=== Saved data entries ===
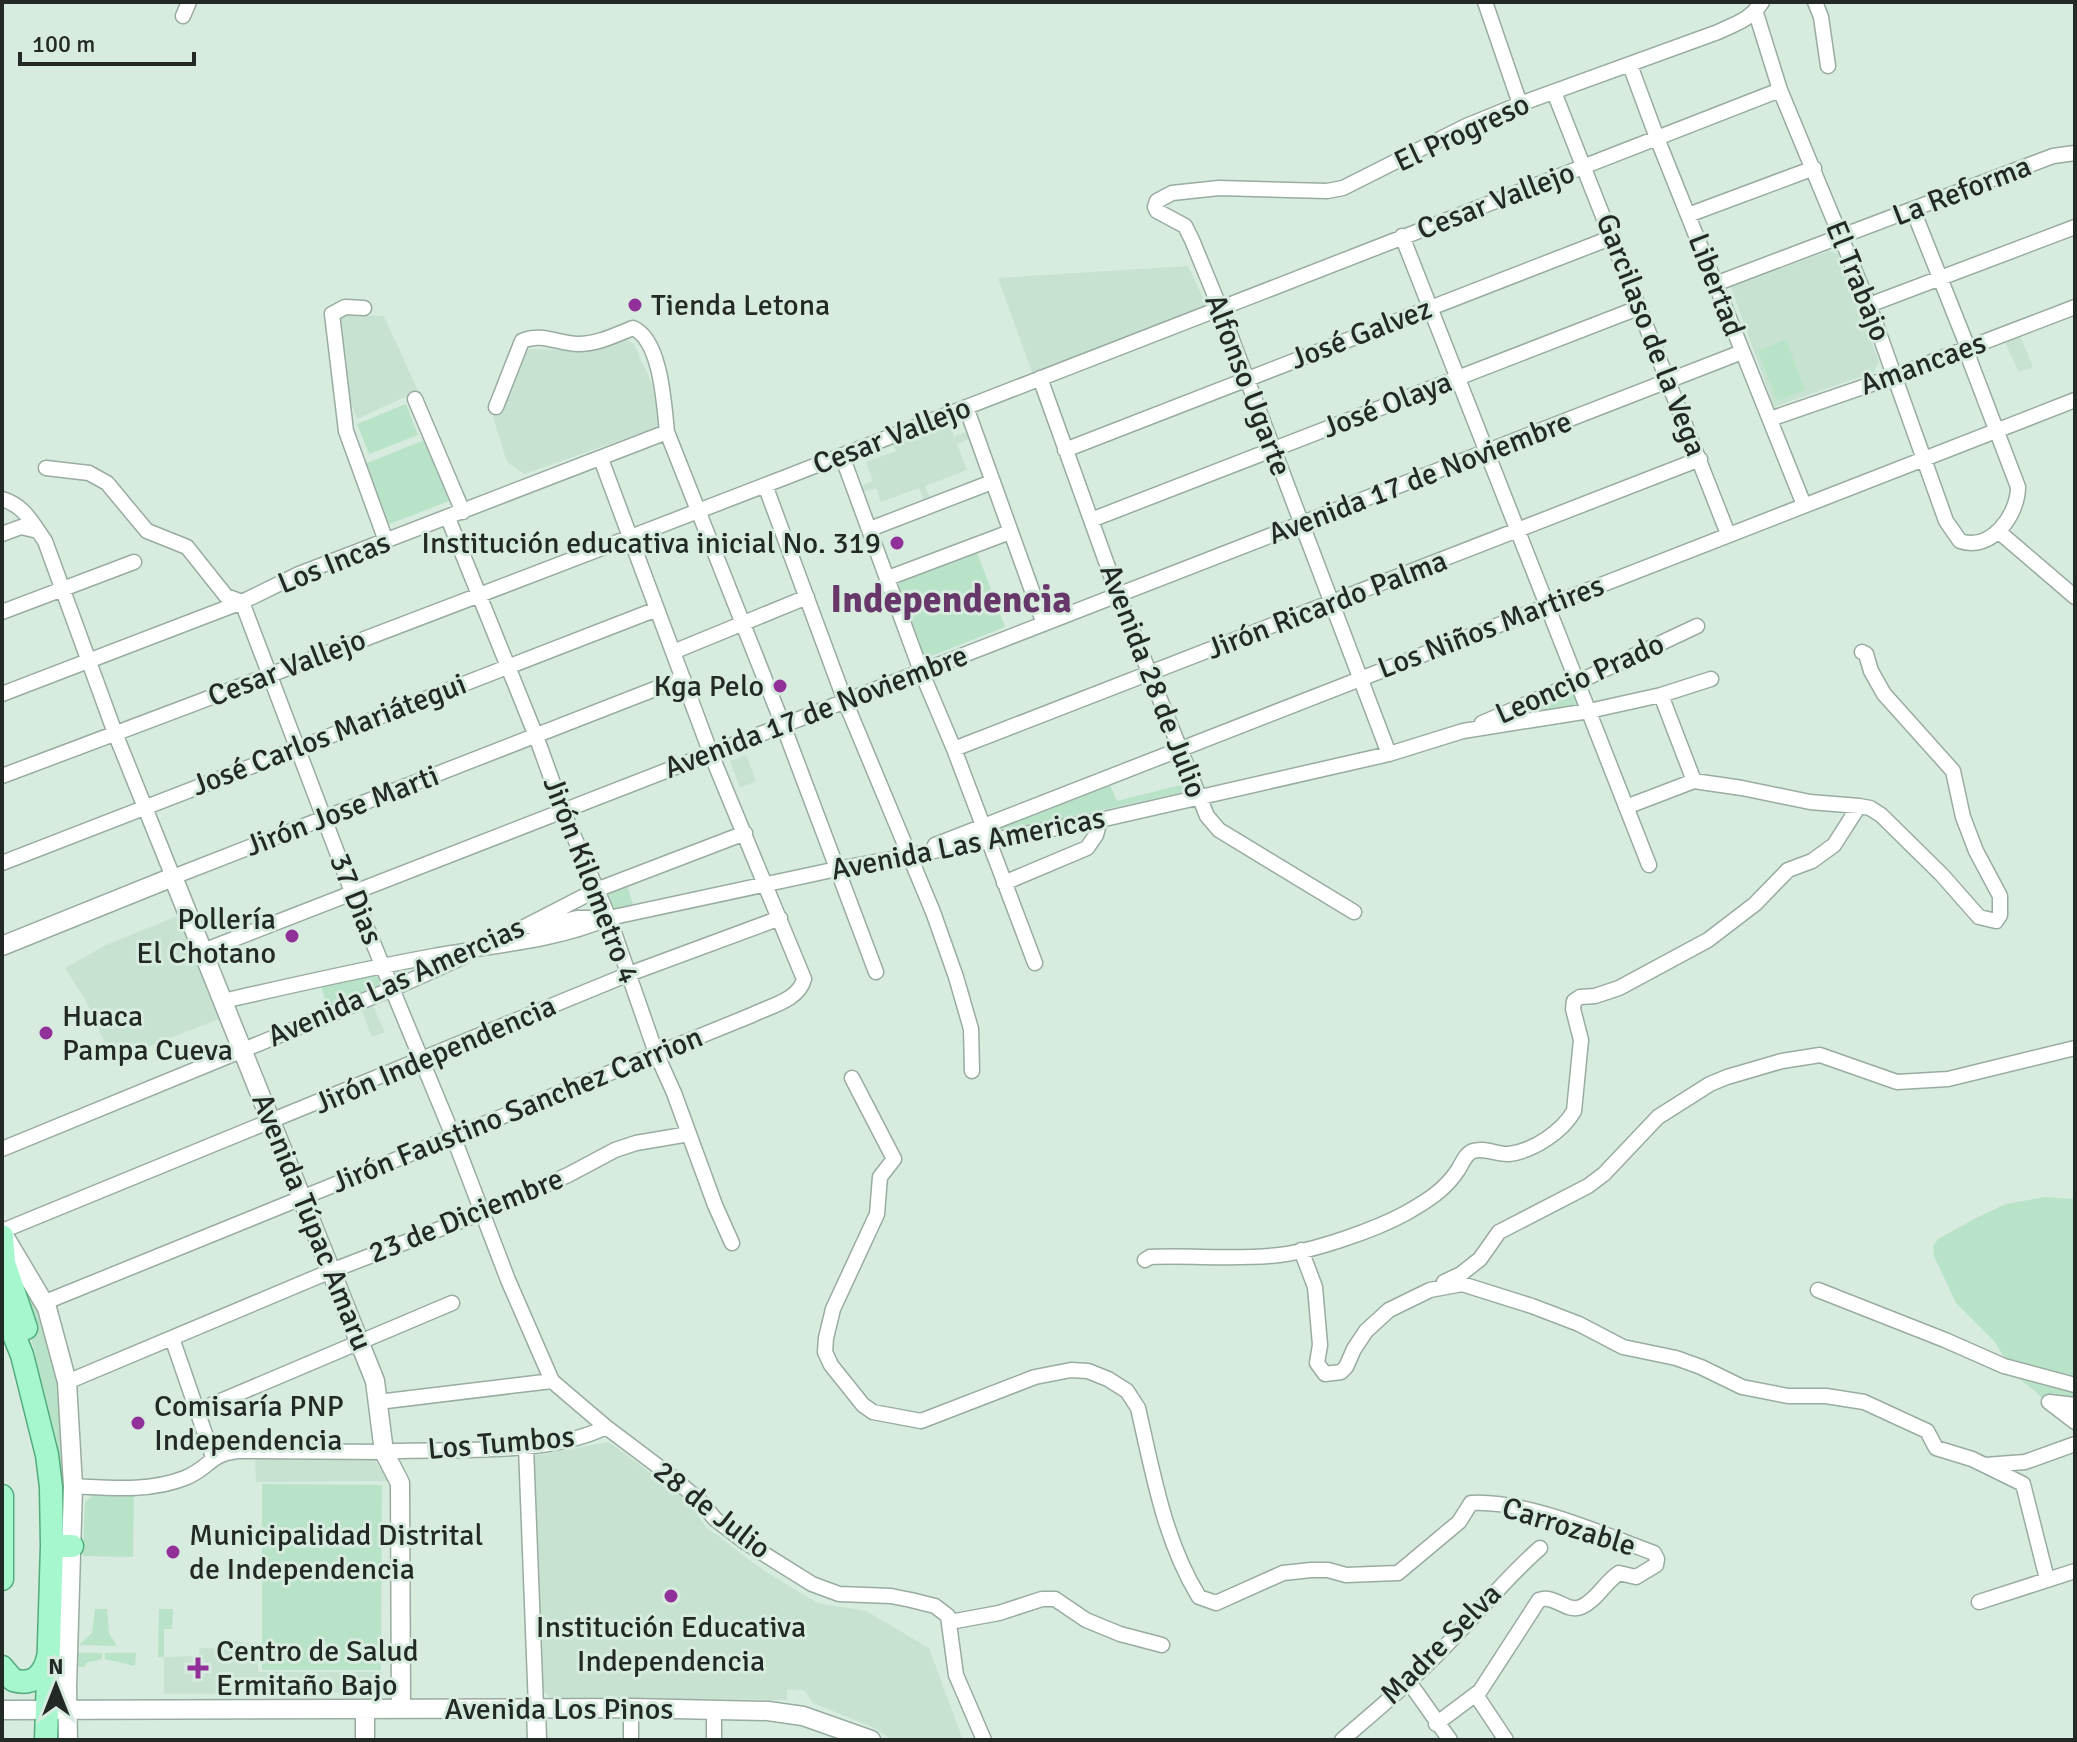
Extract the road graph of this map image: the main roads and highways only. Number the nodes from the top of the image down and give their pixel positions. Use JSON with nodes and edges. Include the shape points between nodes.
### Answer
{"nodes":[{"id":1,"x":2,"y":1233,"type":"edge"},
{"id":2,"x":2,"y":1305,"type":"edge"},
{"id":3,"x":47,"y":1455,"type":"junction"},
{"id":4,"x":2,"y":1496,"type":"edge"},
{"id":5,"x":2,"y":1579,"type":"edge"},
{"id":6,"x":48,"y":1656,"type":"junction"},
{"id":7,"x":2,"y":1667,"type":"edge"},
{"id":8,"x":46,"y":1740,"type":"edge"}],
"edges":[{"from":1,"to":3,"type":"main road","via":[[4,1263],[33,1352]]},
{"from":2,"to":3,"type":"main road","via":[[22,1355]]},
{"from":3,"to":6,"type":"main road","via":[[62,1546]]},
{"from":4,"to":5,"type":"main road"},
{"from":6,"to":7,"type":"main road","via":[[41,1674],[27,1682],[13,1680]]},
{"from":6,"to":8,"type":"main road","via":[[57,1709]]}]}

=== PROBLEM TO WORK ON ===
Repeat each record verbatim, pictures excluded.

=== EXERCISE OUTPUT ===
Extract the road graph of this map image: the main roads and highways only. Number the nodes from the top of the image down and give their pixel positions. Use JSON with nodes and edges. Include the shape points between nodes.
### Answer
{"nodes":[{"id":1,"x":2,"y":1233,"type":"edge"},
{"id":2,"x":2,"y":1305,"type":"edge"},
{"id":3,"x":47,"y":1455,"type":"junction"},
{"id":4,"x":2,"y":1496,"type":"edge"},
{"id":5,"x":2,"y":1579,"type":"edge"},
{"id":6,"x":48,"y":1656,"type":"junction"},
{"id":7,"x":2,"y":1667,"type":"edge"},
{"id":8,"x":46,"y":1740,"type":"edge"}],
"edges":[{"from":1,"to":3,"type":"main road","via":[[4,1263],[33,1352]]},
{"from":2,"to":3,"type":"main road","via":[[22,1355]]},
{"from":3,"to":6,"type":"main road","via":[[62,1546]]},
{"from":4,"to":5,"type":"main road"},
{"from":6,"to":7,"type":"main road","via":[[41,1674],[27,1682],[13,1680]]},
{"from":6,"to":8,"type":"main road","via":[[57,1709]]}]}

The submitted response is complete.